EFFECT OF CAESIUM AND STRONTIUM ON REAL STRUCTURE OF FELDSPAR AND CARBONATE MINERALS. V.V.Akimov and V.L.Tauson, Institute of Geochemistry, Irkutsk, 664033, Russia

The processes of the defects generation under mechanical dispergation of minerals are studied using the crystals of potassium feldspars and calcium carbonates from the genetically different deposits. The type and characteristics of dislocation structure are estimated as a function of dispergation time in the ball-mill planetary activator and mineral sample to milling balls mass ratio. It is shown that different channels of relaxation of structural strains are realized depending on chemical composition of samples: the defects formation and their ordering (polygonization of dislocations), and the redistribution of impurities throughout the crystallite accompanied by the formation of their complexes with the dislocations. The physicochemical modelling of the effect of fractionation of impurities into imperfect crystals by computer (Tauson & Akimov, 1992) showed that caesium stabilizes the regular dislocation structures (dislocation walls and nets) in potassium feldspar whereas strontium stabilizes the dislocation defects in carbonates (calcite and dolomite).
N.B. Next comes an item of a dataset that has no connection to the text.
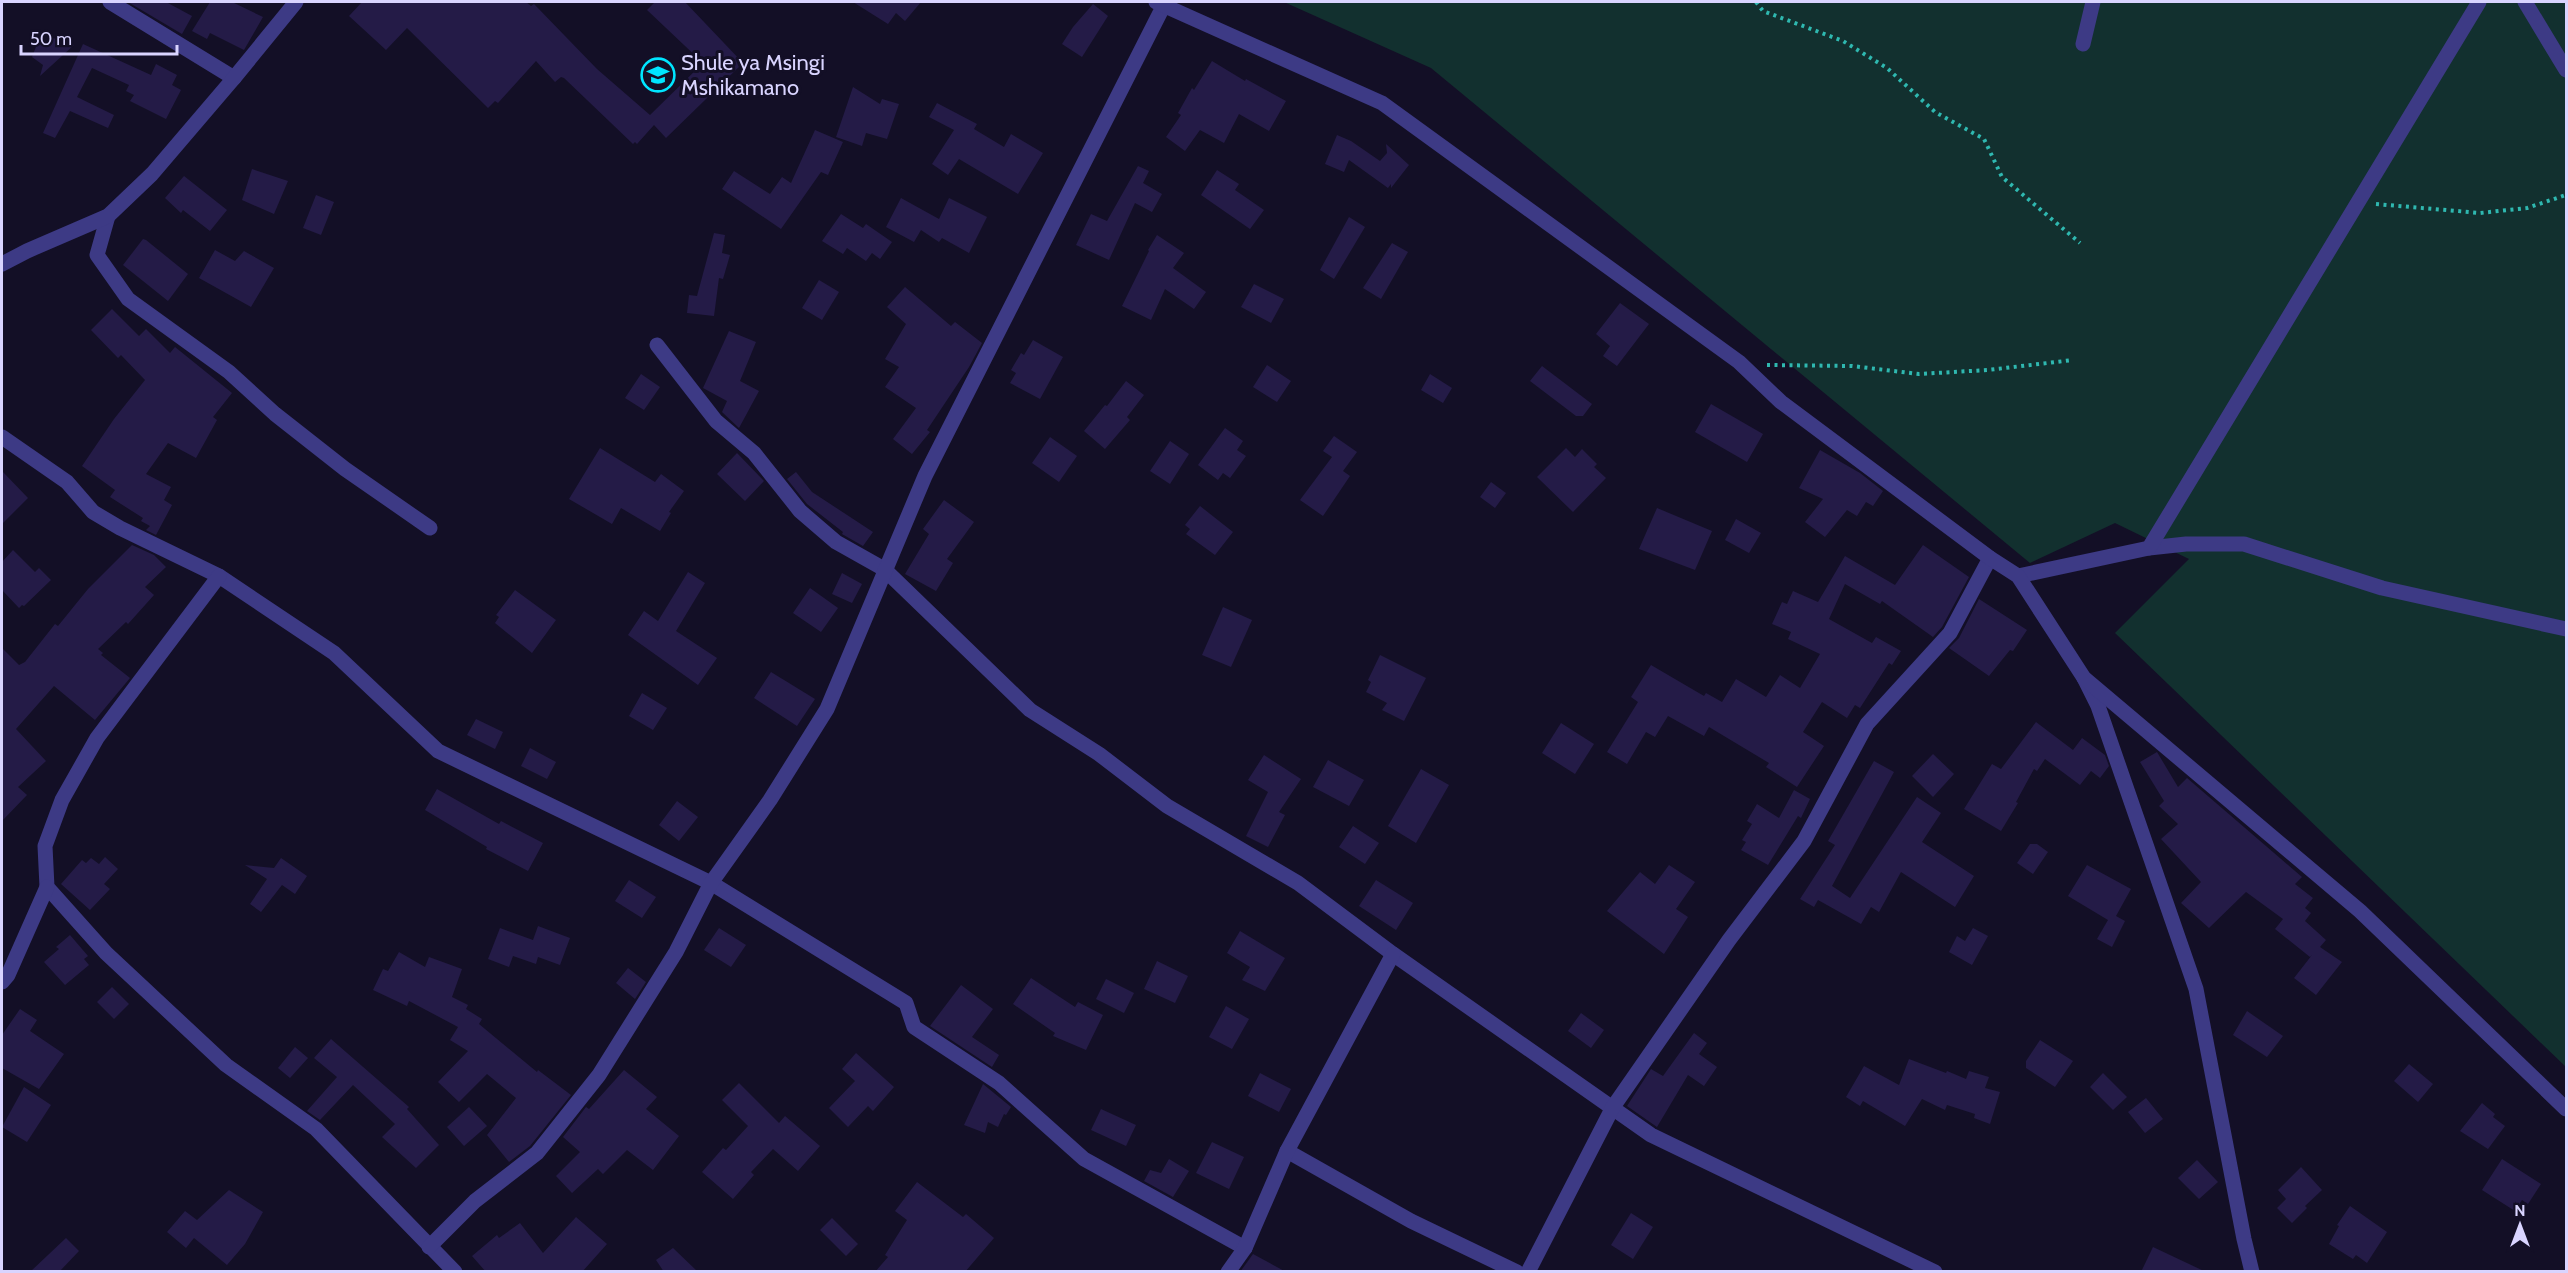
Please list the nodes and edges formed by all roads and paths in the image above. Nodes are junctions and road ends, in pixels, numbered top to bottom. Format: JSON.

This is supported by the data on submicroscopical structure obtained by the Fourier analysis of diffraction line profiles. After a lapse of dispergation time, the size of coherently scattering blocks is stabilized and only microstrains are changing. The change in the starting temperature of Cs vapour generation under thermal atomic absorption analysis in graphite furnace also supported the presence of dislocation-assistant Cs in K-feldspar. The data obtained are important for the creation of effective technology of the burial of wastes containing radioactive isotopes of Cs and Sr by use of imperfect mineral crystals in the synrocks.

This study is supported by MacArthur Foundation.

Reference Tauson V.L. & Akimov V.V. (1992) Atomic Energy 72, p.251-255.